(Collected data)

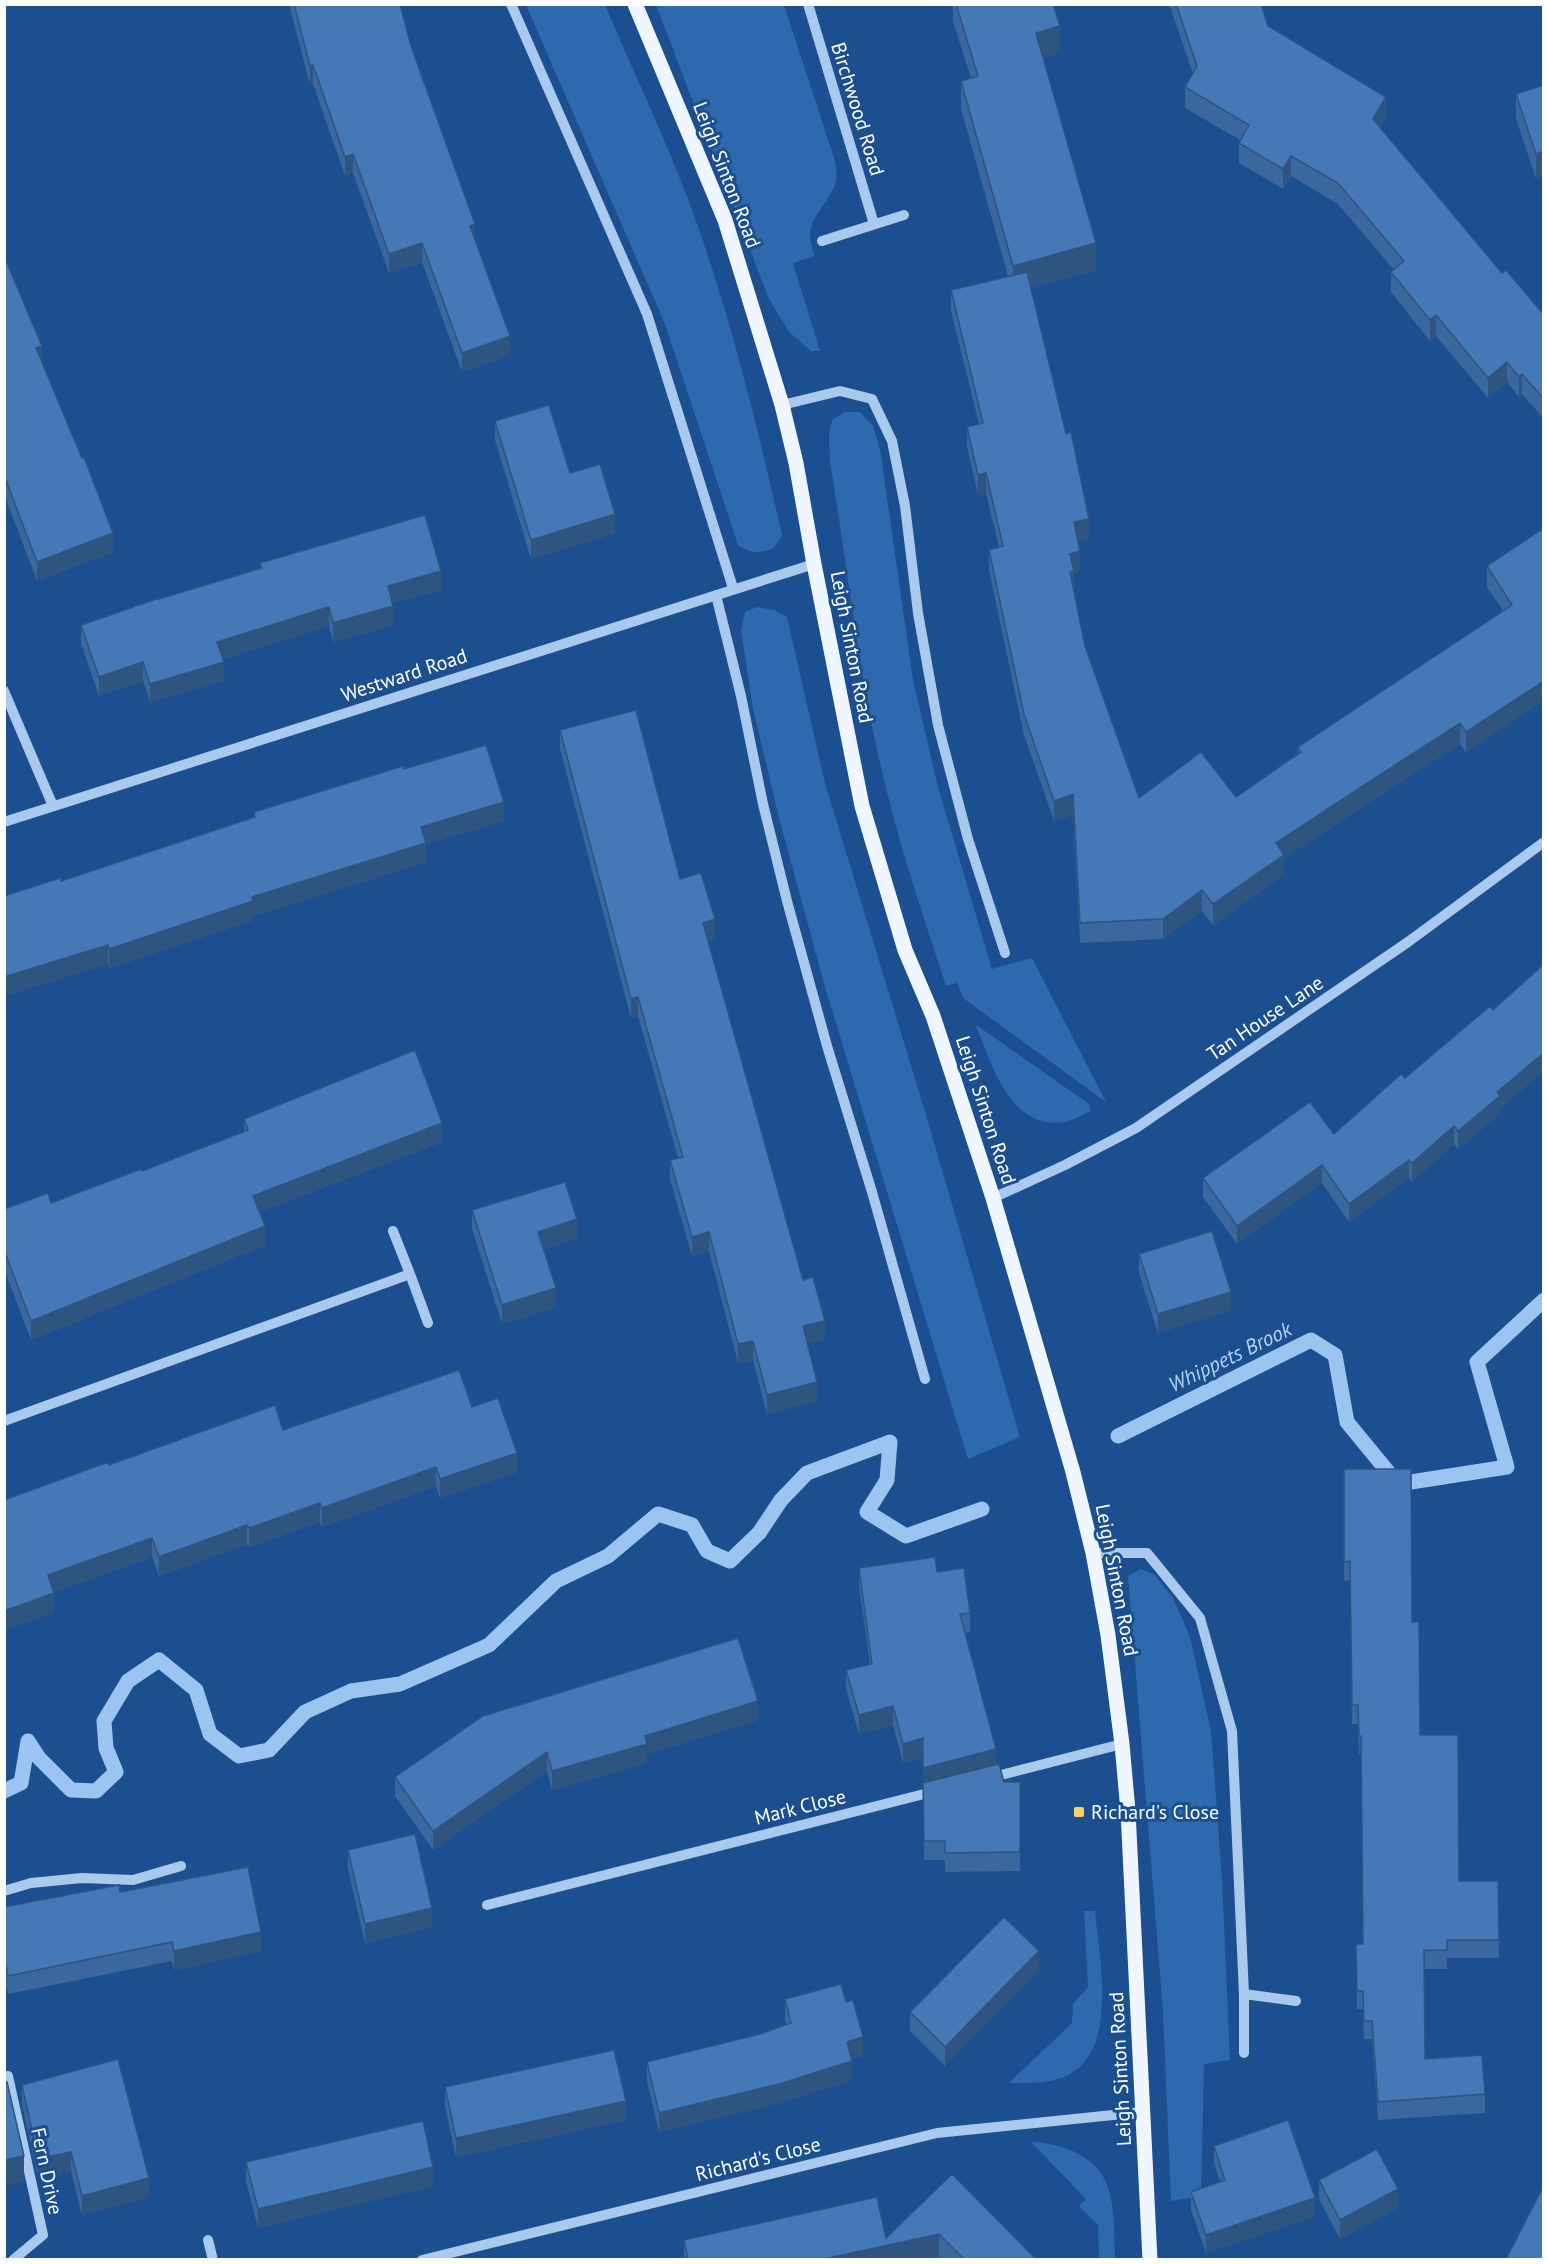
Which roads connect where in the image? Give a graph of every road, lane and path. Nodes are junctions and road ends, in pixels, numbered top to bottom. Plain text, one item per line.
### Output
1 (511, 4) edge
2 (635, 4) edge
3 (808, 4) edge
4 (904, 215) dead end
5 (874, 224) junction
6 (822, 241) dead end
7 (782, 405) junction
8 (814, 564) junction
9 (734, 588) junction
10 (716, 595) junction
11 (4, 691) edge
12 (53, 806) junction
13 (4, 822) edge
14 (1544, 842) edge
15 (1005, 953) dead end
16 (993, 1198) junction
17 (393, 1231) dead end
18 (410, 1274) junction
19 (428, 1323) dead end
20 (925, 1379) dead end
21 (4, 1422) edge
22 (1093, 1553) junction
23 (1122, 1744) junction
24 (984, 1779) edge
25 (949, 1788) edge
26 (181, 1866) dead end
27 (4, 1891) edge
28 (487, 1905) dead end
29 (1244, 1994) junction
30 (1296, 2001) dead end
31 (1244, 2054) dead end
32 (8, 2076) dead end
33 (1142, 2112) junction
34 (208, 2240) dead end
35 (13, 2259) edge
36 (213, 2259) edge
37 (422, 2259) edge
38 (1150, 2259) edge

**Task statement**
Would you copy out all the data exactly, without the images?

**Exercise response**
Which roads connect where in the image? Give a graph of every road, lane and path. Nodes are junctions and road ends, in pixels, numbered top to bottom. Plain text, one item per line.
### Output
1 (511, 4) edge
2 (635, 4) edge
3 (808, 4) edge
4 (904, 215) dead end
5 (874, 224) junction
6 (822, 241) dead end
7 (782, 405) junction
8 (814, 564) junction
9 (734, 588) junction
10 (716, 595) junction
11 (4, 691) edge
12 (53, 806) junction
13 (4, 822) edge
14 (1544, 842) edge
15 (1005, 953) dead end
16 (993, 1198) junction
17 (393, 1231) dead end
18 (410, 1274) junction
19 (428, 1323) dead end
20 (925, 1379) dead end
21 (4, 1422) edge
22 (1093, 1553) junction
23 (1122, 1744) junction
24 (984, 1779) edge
25 (949, 1788) edge
26 (181, 1866) dead end
27 (4, 1891) edge
28 (487, 1905) dead end
29 (1244, 1994) junction
30 (1296, 2001) dead end
31 (1244, 2054) dead end
32 (8, 2076) dead end
33 (1142, 2112) junction
34 (208, 2240) dead end
35 (13, 2259) edge
36 (213, 2259) edge
37 (422, 2259) edge
38 (1150, 2259) edge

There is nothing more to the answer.